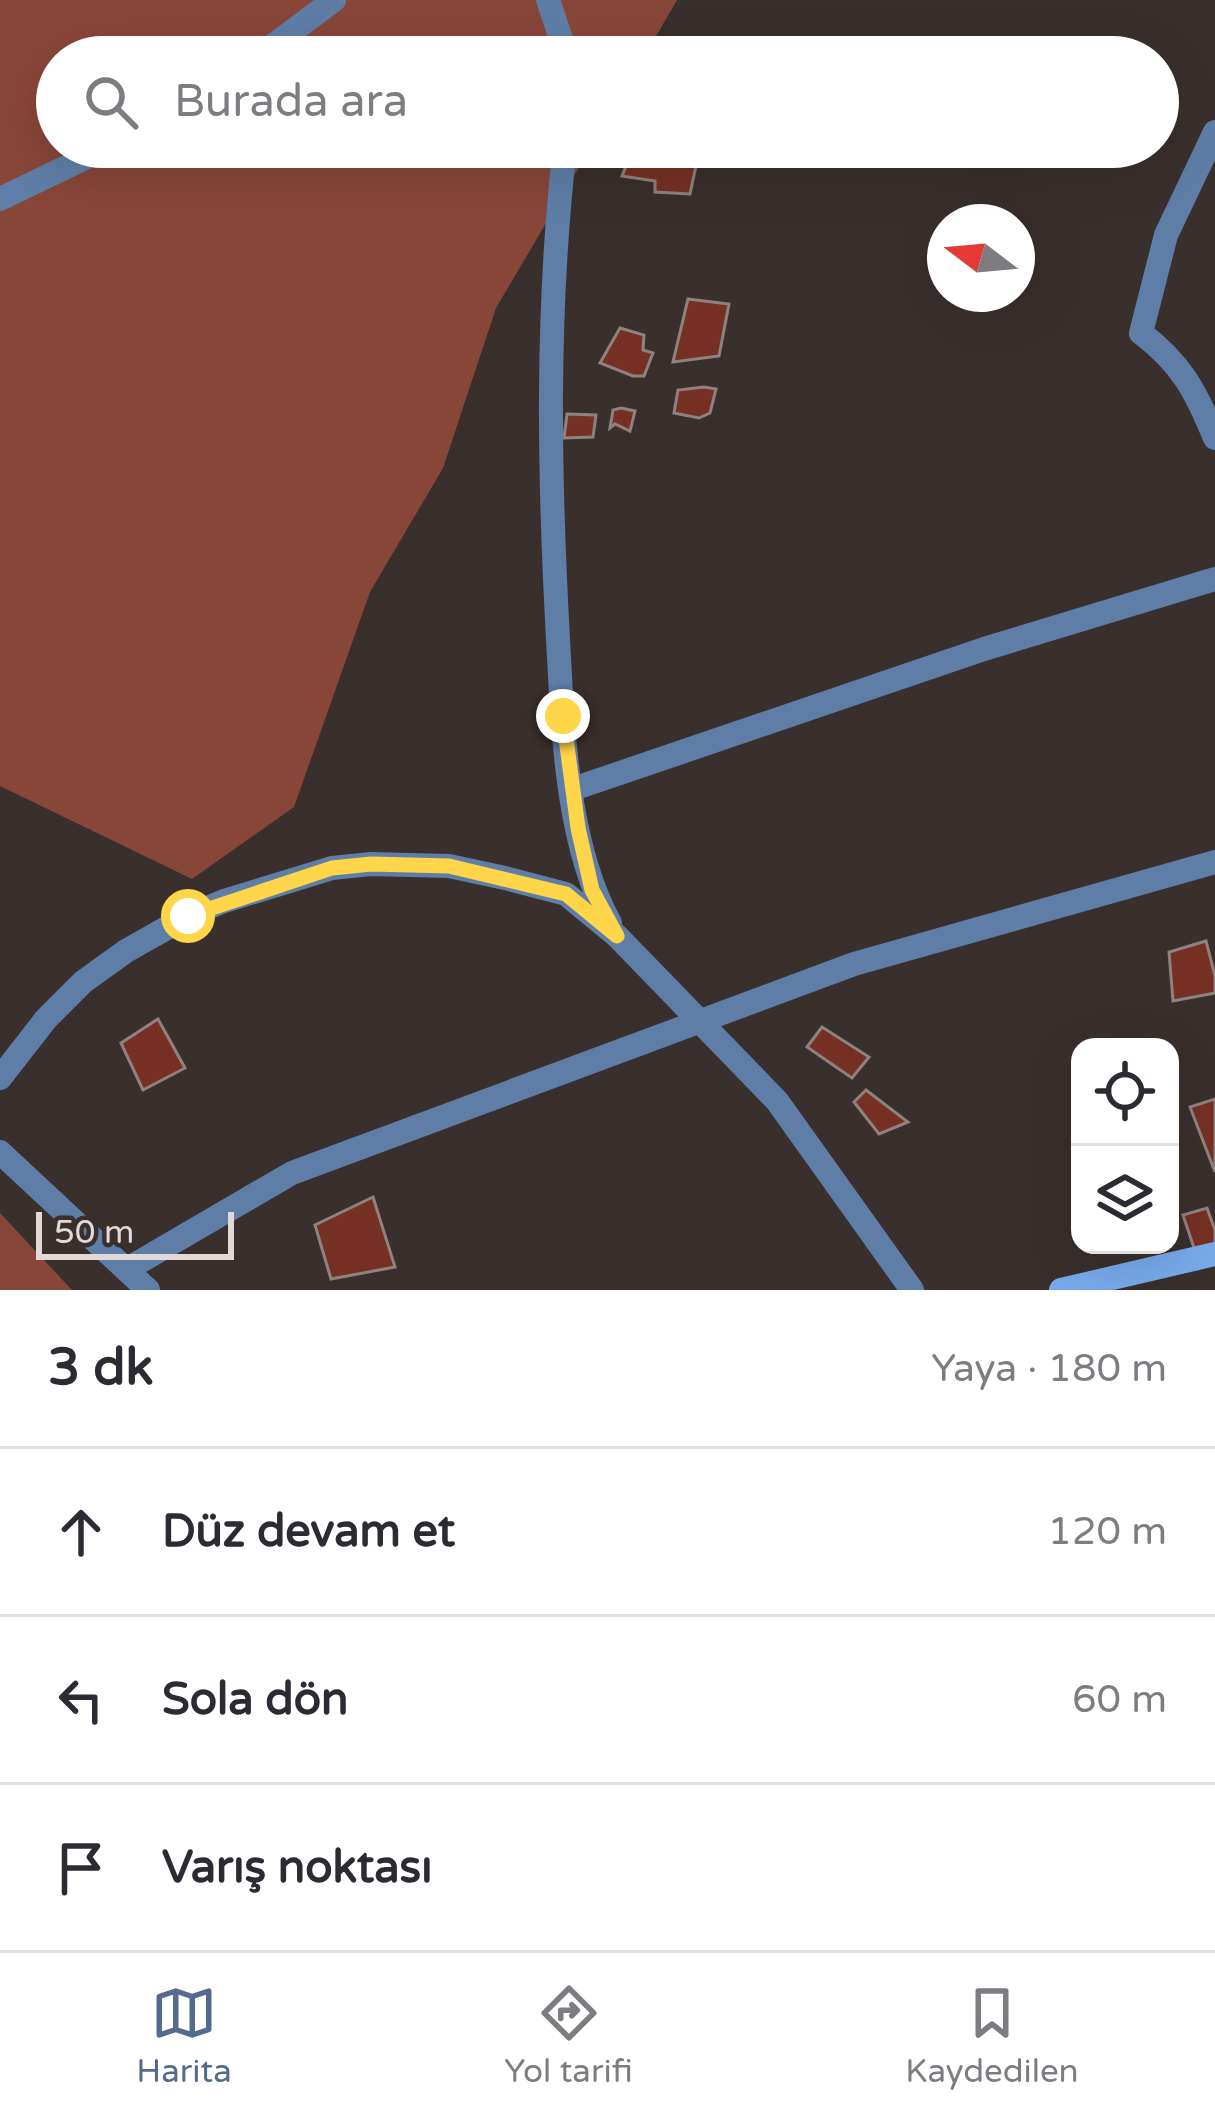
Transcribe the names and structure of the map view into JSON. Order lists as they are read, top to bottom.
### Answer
{
  "scale_bar": "50 m",
  "north": "left",
  "page": {
    "search": "Burada ara",
    "scale": "50 m",
    "heading": ["3 dk", "Yaya · 180 m"],
    "list": [
      ["Düz devam et", "120 m"],
      ["Sola dön", "60 m"],
      "Varış noktası"
    ],
    "nav": ["Harita", "Yol tarifi", "Kaydedilen"]
  }
}
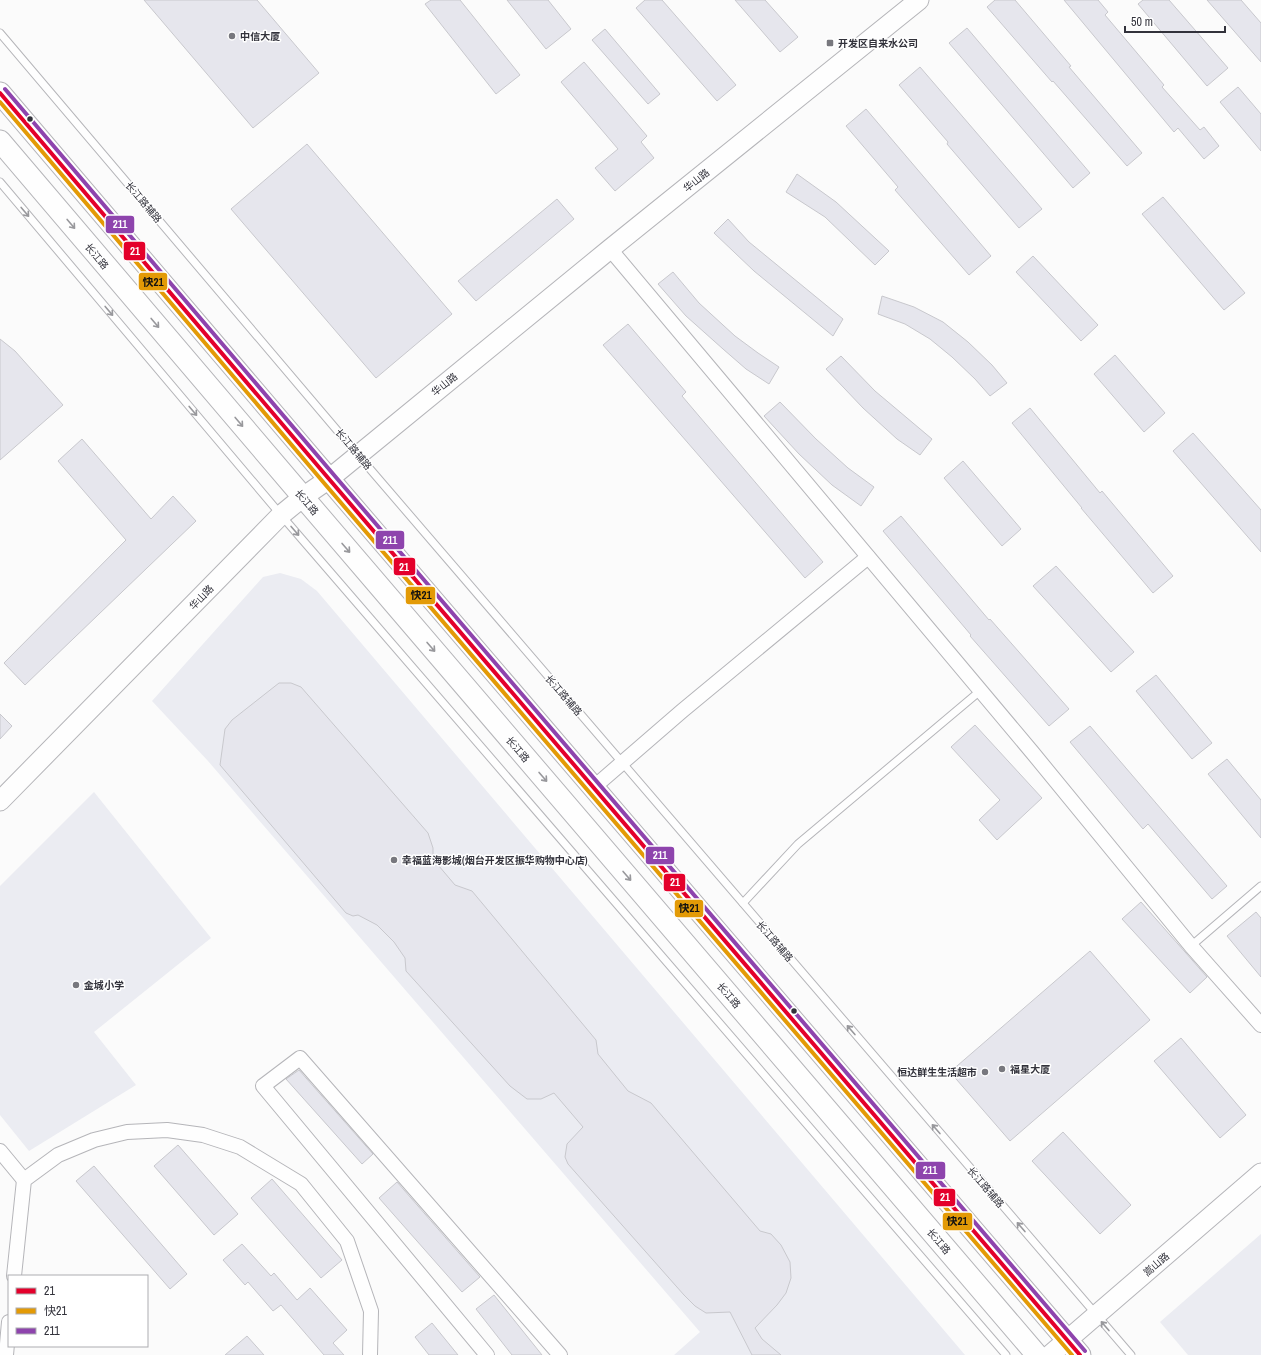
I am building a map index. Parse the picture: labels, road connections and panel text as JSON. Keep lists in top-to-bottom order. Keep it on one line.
{"streets":{"main road":["长江路"],"street":["华山路","嵩山路"],"lane":["长江路辅路"]},"crossings":[["华山路","长江路辅路"],["华山路","长江路"],["长江路辅路","嵩山路"]],"places":{"other":["中信大厦","幸福蓝海影城(烟台开发区振华购物中心店)","金城小学","福星大厦","恒达鲜生生活超市"],"transit":["开发区自来水公司"]},"lines":["transit line 211","transit line 21","transit line 快21"],"legend":["21","快21","211"],"scale_bar":"50 m"}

- - - -

:: Required action ::
Copy out the listing word for word and skip its pictures.

:: Answer box ::
Transcribe the names and structure of the map view into JSON. Order lists as they are read, top to bottom.
### Answer
{
  "scale_bar": "50 m",
  "north": "left",
  "page": {
    "search": "Burada ara",
    "scale": "50 m",
    "heading": ["3 dk", "Yaya · 180 m"],
    "list": [
      ["Düz devam et", "120 m"],
      ["Sola dön", "60 m"],
      "Varış noktası"
    ],
    "nav": ["Harita", "Yol tarifi", "Kaydedilen"]
  }
}
I am building a map index. Parse the picture: labels, road connections and panel text as JSON. Keep lists in top-to-bottom order. Keep it on one line.
{"streets":{"main road":["长江路"],"street":["华山路","嵩山路"],"lane":["长江路辅路"]},"crossings":[["华山路","长江路辅路"],["华山路","长江路"],["长江路辅路","嵩山路"]],"places":{"other":["中信大厦","幸福蓝海影城(烟台开发区振华购物中心店)","金城小学","福星大厦","恒达鲜生生活超市"],"transit":["开发区自来水公司"]},"lines":["transit line 211","transit line 21","transit line 快21"],"legend":["21","快21","211"],"scale_bar":"50 m"}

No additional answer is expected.